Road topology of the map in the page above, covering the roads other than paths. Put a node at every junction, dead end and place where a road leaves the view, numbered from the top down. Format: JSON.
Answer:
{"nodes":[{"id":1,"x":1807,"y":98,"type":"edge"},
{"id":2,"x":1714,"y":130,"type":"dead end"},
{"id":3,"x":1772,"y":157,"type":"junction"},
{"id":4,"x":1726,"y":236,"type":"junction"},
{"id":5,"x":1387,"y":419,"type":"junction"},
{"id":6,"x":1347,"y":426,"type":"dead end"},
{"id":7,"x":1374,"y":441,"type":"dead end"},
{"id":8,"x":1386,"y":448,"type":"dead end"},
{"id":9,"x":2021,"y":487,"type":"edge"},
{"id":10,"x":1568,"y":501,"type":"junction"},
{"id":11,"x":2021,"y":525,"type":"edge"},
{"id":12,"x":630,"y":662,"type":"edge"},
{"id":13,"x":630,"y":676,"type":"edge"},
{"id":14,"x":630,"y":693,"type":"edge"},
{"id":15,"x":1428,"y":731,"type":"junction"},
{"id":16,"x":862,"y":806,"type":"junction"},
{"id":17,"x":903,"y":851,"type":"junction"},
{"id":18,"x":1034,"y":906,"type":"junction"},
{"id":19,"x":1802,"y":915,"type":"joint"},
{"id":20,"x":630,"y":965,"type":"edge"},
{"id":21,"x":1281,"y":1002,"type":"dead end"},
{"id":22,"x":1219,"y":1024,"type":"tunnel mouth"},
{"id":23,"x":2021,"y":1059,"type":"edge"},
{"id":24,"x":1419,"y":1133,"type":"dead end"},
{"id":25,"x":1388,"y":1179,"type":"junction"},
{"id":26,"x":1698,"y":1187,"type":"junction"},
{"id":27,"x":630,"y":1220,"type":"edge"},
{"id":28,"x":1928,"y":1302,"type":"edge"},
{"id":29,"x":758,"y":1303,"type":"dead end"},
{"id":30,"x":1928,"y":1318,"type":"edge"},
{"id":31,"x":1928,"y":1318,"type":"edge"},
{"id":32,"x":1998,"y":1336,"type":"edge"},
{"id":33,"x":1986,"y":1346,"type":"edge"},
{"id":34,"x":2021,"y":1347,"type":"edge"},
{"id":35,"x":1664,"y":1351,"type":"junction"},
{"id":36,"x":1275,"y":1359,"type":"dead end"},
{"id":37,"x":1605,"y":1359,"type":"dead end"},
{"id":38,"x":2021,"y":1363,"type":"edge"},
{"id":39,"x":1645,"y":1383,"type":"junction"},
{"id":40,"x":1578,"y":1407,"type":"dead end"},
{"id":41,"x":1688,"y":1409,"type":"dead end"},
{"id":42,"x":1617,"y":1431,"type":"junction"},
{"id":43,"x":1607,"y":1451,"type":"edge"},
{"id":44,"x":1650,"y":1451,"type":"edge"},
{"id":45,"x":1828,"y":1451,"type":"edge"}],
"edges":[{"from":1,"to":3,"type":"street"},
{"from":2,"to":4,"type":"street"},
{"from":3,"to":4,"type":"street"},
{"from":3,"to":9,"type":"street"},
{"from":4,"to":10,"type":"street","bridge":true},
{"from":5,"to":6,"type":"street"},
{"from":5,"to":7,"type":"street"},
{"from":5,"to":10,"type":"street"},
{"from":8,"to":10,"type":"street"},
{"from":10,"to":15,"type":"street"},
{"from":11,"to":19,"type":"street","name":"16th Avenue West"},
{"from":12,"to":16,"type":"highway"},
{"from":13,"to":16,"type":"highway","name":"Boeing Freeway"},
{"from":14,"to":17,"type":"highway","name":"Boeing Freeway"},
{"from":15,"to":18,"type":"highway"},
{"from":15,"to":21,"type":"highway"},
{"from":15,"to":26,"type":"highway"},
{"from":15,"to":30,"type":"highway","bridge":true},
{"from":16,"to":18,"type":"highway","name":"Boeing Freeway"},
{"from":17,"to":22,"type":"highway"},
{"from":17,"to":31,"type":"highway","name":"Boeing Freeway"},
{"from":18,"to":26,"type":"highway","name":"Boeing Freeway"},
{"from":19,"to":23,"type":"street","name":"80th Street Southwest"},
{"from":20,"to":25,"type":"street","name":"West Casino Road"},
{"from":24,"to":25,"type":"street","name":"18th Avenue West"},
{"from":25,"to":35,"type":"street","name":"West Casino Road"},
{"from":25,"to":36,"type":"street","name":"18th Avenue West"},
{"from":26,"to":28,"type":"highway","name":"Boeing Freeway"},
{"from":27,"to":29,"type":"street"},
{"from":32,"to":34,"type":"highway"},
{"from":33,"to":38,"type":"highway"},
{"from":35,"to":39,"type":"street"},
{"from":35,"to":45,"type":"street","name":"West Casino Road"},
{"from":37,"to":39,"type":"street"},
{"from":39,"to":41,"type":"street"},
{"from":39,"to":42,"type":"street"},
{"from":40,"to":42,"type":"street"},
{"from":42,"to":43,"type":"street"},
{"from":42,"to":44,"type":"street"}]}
◆ ◆ ◆ ◆
_Assignment:_
Lines containing the string "bridge" in the listing: say how many there are, giving only the number.

_The completed task:_
2